To develop a more credible second-strike capability, India and Pakistan have been investing in submarines. India is now believed to have a nuclear-armed submarine, the INS Arihant. It’s unclear whether the Arihant is fully functional, but it is clear that India is close to having SLBM capability. Pakistan is developing a nuclear submarine too, but it’s not as far along as India. An Indian nuclear-armed submarine guarantees a credible second strike against Pakistan, essentially ensuring Pakistan’s destruction if it strikes first. The rationale is that this decreases Pakistan’s willingness to use any nuclear weapons first, since doing so would be suicide.

With submarine-based second-strike capability comes the devolution of command. In war, there’s always a chance that submarines will be unable to communicate with leadership, so they tend to have some authority to make launch decisions on their own. There are usually checks to prevent a single person having decision-making authority, but uncertainty over what’s happening on the surface would still make it difficult for isolated commanders to make a fully informed decision. This also raises the risk that the country on the receiving end of an SLBM is unsure whether it is nuclear-armed. There are additional risks with Pakistan putting nukes on subs, given that its military has been infiltrated by jihadists in the past.

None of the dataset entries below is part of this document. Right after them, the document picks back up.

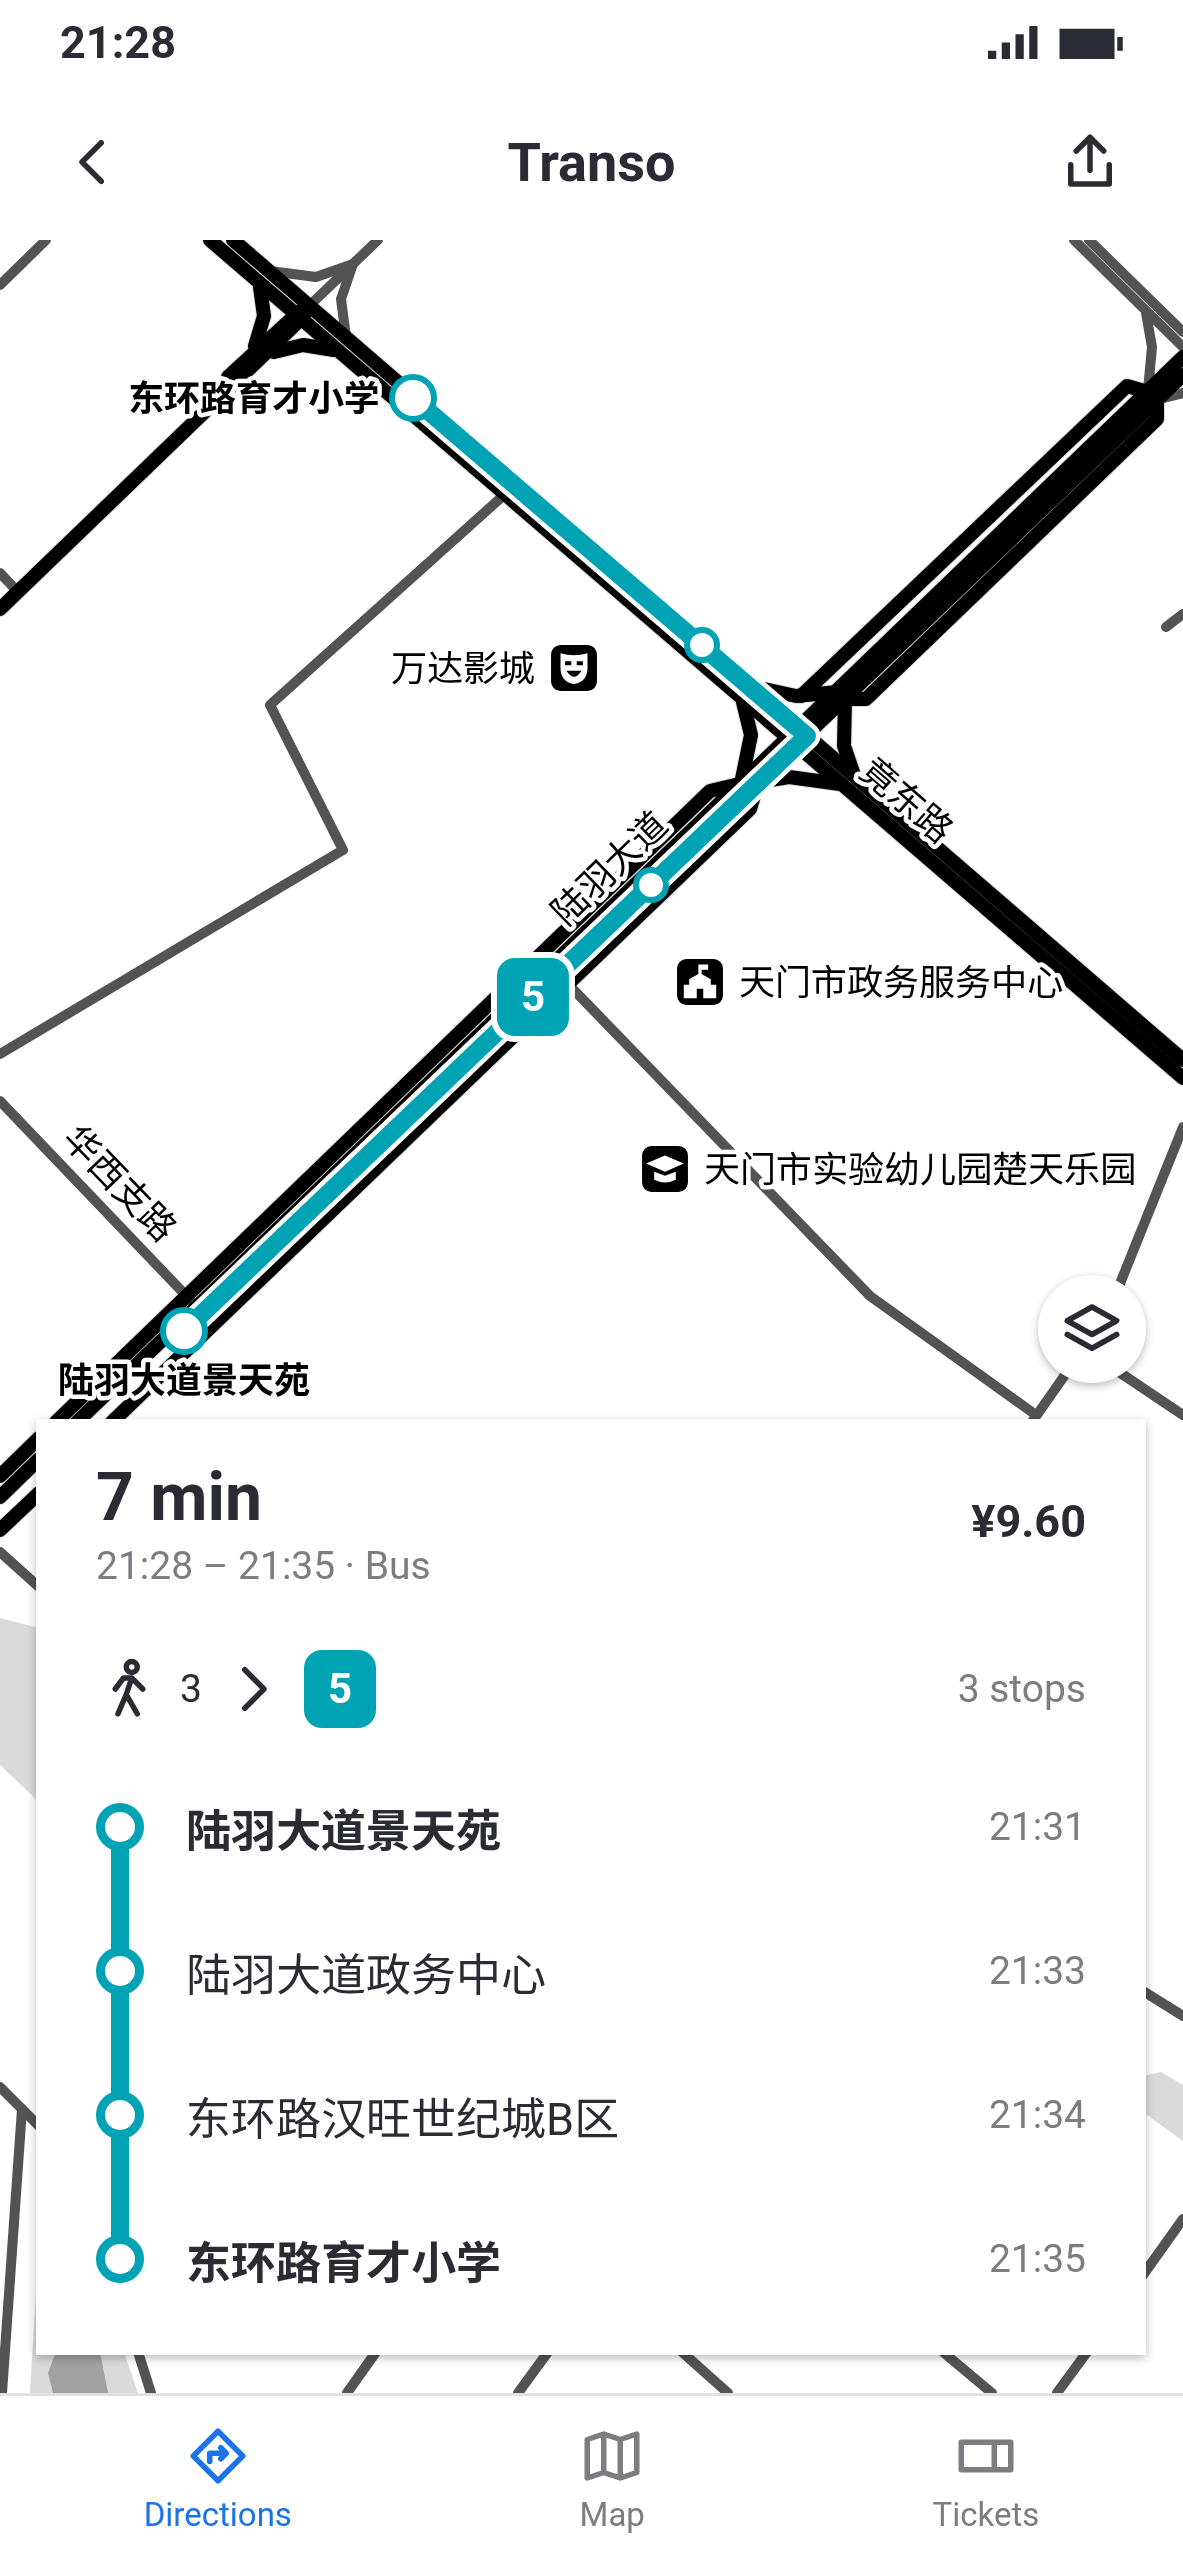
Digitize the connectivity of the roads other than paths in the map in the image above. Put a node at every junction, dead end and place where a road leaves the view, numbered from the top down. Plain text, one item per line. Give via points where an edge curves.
1 (46, 240) edge
2 (210, 240) edge
3 (233, 240) edge
4 (378, 240) edge
5 (1074, 240) edge
6 (1089, 240) edge
7 (353, 264) junction
8 (264, 276) junction
9 (0, 285) edge
10 (1150, 307) junction
11 (302, 313) junction
12 (1183, 315) edge
13 (1183, 332) edge
14 (342, 345) junction
15 (1183, 347) edge
16 (1183, 358) edge
17 (252, 361) junction
18 (1183, 375) edge
19 (1183, 393) edge
20 (1152, 396) junction
21 (503, 495) junction
22 (0, 573) edge
23 (15, 589) junction
24 (0, 597) edge
25 (0, 609) edge
26 (1183, 614) edge
27 (1166, 627) dead end
28 (745, 692) junction
29 (801, 696) junction
30 (841, 696) junction
31 (798, 737) junction
32 (758, 782) junction
33 (740, 784) junction
34 (855, 786) junction
35 (568, 984) junction
36 (0, 1054) edge
37 (1183, 1060) edge
38 (1183, 1078) edge
39 (0, 1101) edge
40 (1183, 1127) edge
41 (1123, 1275) edge
42 (191, 1301) junction
43 (1059, 1383) edge
44 (1135, 1383) edge
45 (1183, 1415) edge
46 (59, 1419) edge
47 (79, 1419) edge
48 (92, 1419) edge
49 (115, 1419) edge
50 (1034, 1419) edge
51 (36, 1441) edge
52 (36, 1462) edge
53 (36, 1474) edge
54 (0, 1476) edge
55 (36, 1495) edge
56 (0, 1496) edge
57 (0, 1508) edge
58 (0, 1530) edge
59 (0, 1552) edge
60 (36, 1584) edge
61 (1146, 1993) edge
62 (1183, 2017) edge
63 (0, 2087) edge
64 (22, 2109) junction
65 (36, 2123) edge
66 (1183, 2219) edge
67 (6, 2260) edge
68 (1146, 2271) edge
69 (139, 2355) edge
70 (374, 2355) edge
71 (546, 2355) edge
72 (685, 2355) edge
73 (947, 2355) edge
74 (1085, 2355) edge
75 (2, 2393) edge
76 (152, 2393) edge
77 (347, 2393) edge
78 (518, 2393) edge
79 (728, 2393) edge
80 (992, 2393) edge
81 (1058, 2393) edge

1 - 9 street
2 - 8 main road, 竟东路
3 - 8 main road, 竟东路
4 - 7 street
5 - 10 street
6 - 10 street
7 - 8 street via 316,277
7 - 11 street
7 - 14 street via 341,299
8 - 11 main road, 竟东路
8 - 17 main road via 263,327
10 - 12 street
10 - 13 street
10 - 15 street
10 - 20 street
11 - 14 main road, 竟东路
11 - 17 main road
14 - 17 main road via 292,346
14 - 21 main road, 竟东路
14 - 28 main road, 竟东路
16 - 20 main road, 陆羽大道
17 - 23 main road
18 - 20 main road, 陆羽大道
19 - 20 street
20 - 29 main road via 1127,386
20 - 30 main road, 陆羽大道
21 - 28 main road, 竟东路
21 - 36 street via 270,705 343,850
22 - 23 street
23 - 24 main road
23 - 25 main road
26 - 27 street
28 - 29 main road
28 - 31 main road, 竟东路
28 - 33 main road via 751,735
29 - 30 main road
30 - 31 main road, 陆羽大道
30 - 34 main road
31 - 32 main road, 陆羽大道
31 - 33 main road, 陆羽大道
31 - 34 main road, 竟东路
32 - 34 main road via 815,778
32 - 35 main road via 750,809
32 - 48 main road, 陆羽大道
33 - 42 main road, 陆羽大道 via 710,791
34 - 37 main road, 竟东路
34 - 38 main road, 竟东路
35 - 49 main road
35 - 50 street via 870,1296
39 - 42 street, 华西支路
40 - 41 street
42 - 46 main road
42 - 47 main road
43 - 50 street
44 - 45 street
51 - 54 main road
52 - 56 main road
53 - 57 main road
55 - 58 main road
59 - 60 street
61 - 62 street
63 - 64 street
64 - 65 street
64 - 67 street
66 - 68 street
67 - 75 street
69 - 76 street
70 - 77 street
71 - 78 street
72 - 79 street
73 - 80 street
74 - 81 street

India’s more credible second-strike capability plays some part in the recent airstrikes against Pakistan. The government in New Delhi is testing Pakistan’s assumption that India, fearing Pakistan’s doctrine that allows first use of nuclear weapons, would not respond to terrorist attacks by targeting Pakistani territory – an assumption voiced last year by Indian Gen. Bipin Rawat, who said, “We will call their bluff. If given the task, we will not say we cannot cross the border because they have nuclear weapons.”

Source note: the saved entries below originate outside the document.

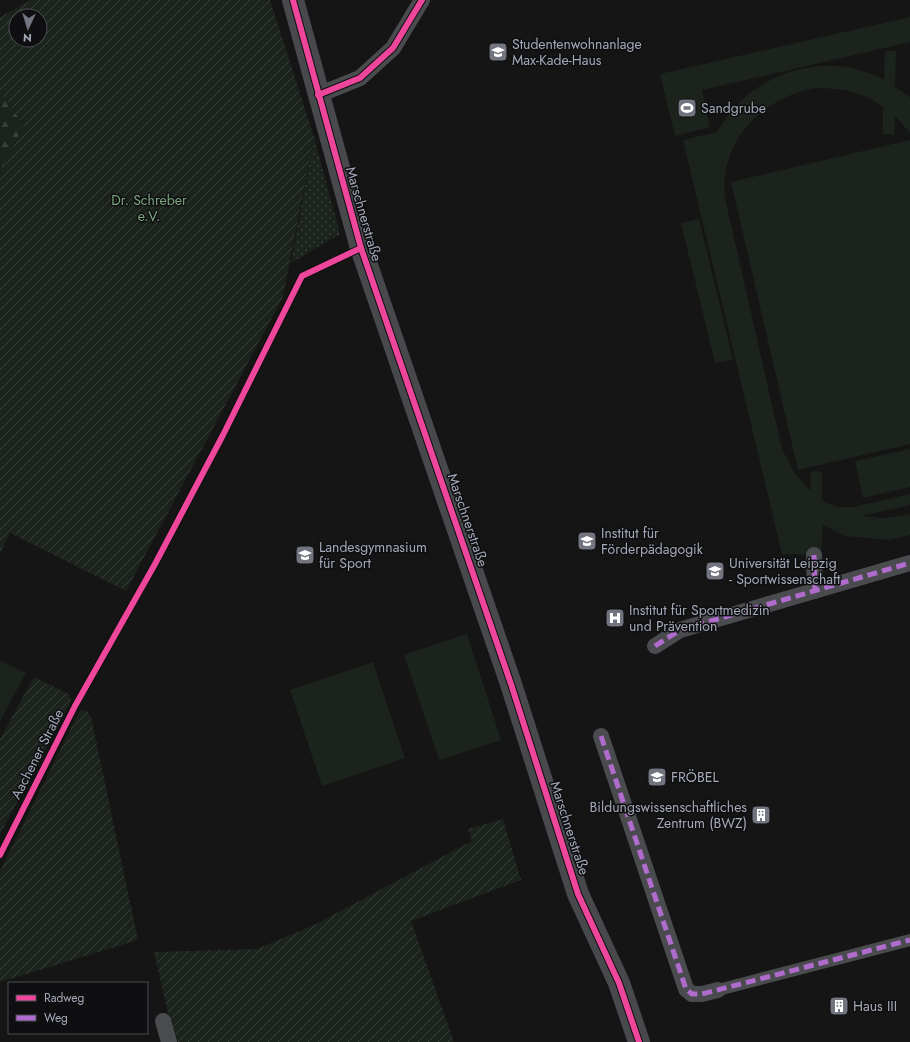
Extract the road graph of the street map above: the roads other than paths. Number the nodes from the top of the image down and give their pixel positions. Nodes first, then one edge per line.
1 (293, 0) edge
2 (422, 0) edge
3 (318, 95) junction
4 (814, 555) dead end
5 (910, 563) edge
6 (814, 591) junction
7 (655, 646) dead end
8 (601, 736) dead end
9 (910, 940) edge
10 (718, 990) joint
11 (163, 1021) dead end
12 (169, 1042) edge
13 (639, 1042) edge

1 - 3 main road, Marschnerstraße
2 - 3 street
3 - 13 main road, Marschnerstraße
4 - 6 street
5 - 6 street
6 - 7 street
8 - 10 street
9 - 10 street
11 - 12 street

This makes some sense – terrorism is a low-cost way for Pakistan to hit India, especially if it knows retaliation will be limited to terrorist targets in Kashmir and not military targets in Pakistan. But it also raises the question of where, exactly, Pakistan’s threshold for a nuclear first strike lies. Since India knows that Pakistan is theoretically willing to use tactical nuclear weapons to repel a ground invasion, a limited airstrike against a single terrorist training camp, even inside Pakistan, is not that tripwire. Still, India is showing that it will be more assertive in establishing a conventional deterrent to Pakistani terror attacks, demonstrating how developments in technology can influence how a state pursues its security interests. If nothing else, the airstrikes show that India may not feel as constrained by Pakistan’s nuclear doctrine as it once was. India’s success with the Arihant only emboldens its decision. And while there is likely no intention to cross this line, knowing better where it lies helps India’s strategic planning.

There may be more to this attack than just nuclear gamesmanship – there are domestic political forces at play, too. 2019 is an election year in India, and Prime Minister Narendra Modi’s Bharatiya Janata Party has had some poor performances in a number of recent local elections, casting doubt on its ability to hold onto power in the national elections in May. Just as Russia went to war in Syria to distract from its economic duress at home, Modi may find it politically useful to stir up Hindu nationalism and rally his country around the flag just a couple of months before the vote.

But in this case, technology is as geopolitically relevant to Modi’s decisions as political expedience. Technology can influence doctrines, and doctrines – even if they are aren’t universally applicable – can influence what types of actions states are willing and able to make with their conventional forces.

In the case of South Asia, the nuclear weapons possessed by India and Pakistan will continue to limit the risk of a major conventional war, and thus continue to allow Pakistan some room to provoke India without fear of major retaliation, especially a ground retaliation. However, that, along with Pakistan’s problems with militants infiltrating the military, means that the risk of an unintended escalation to nuclear exchange can’t be ignored altogether.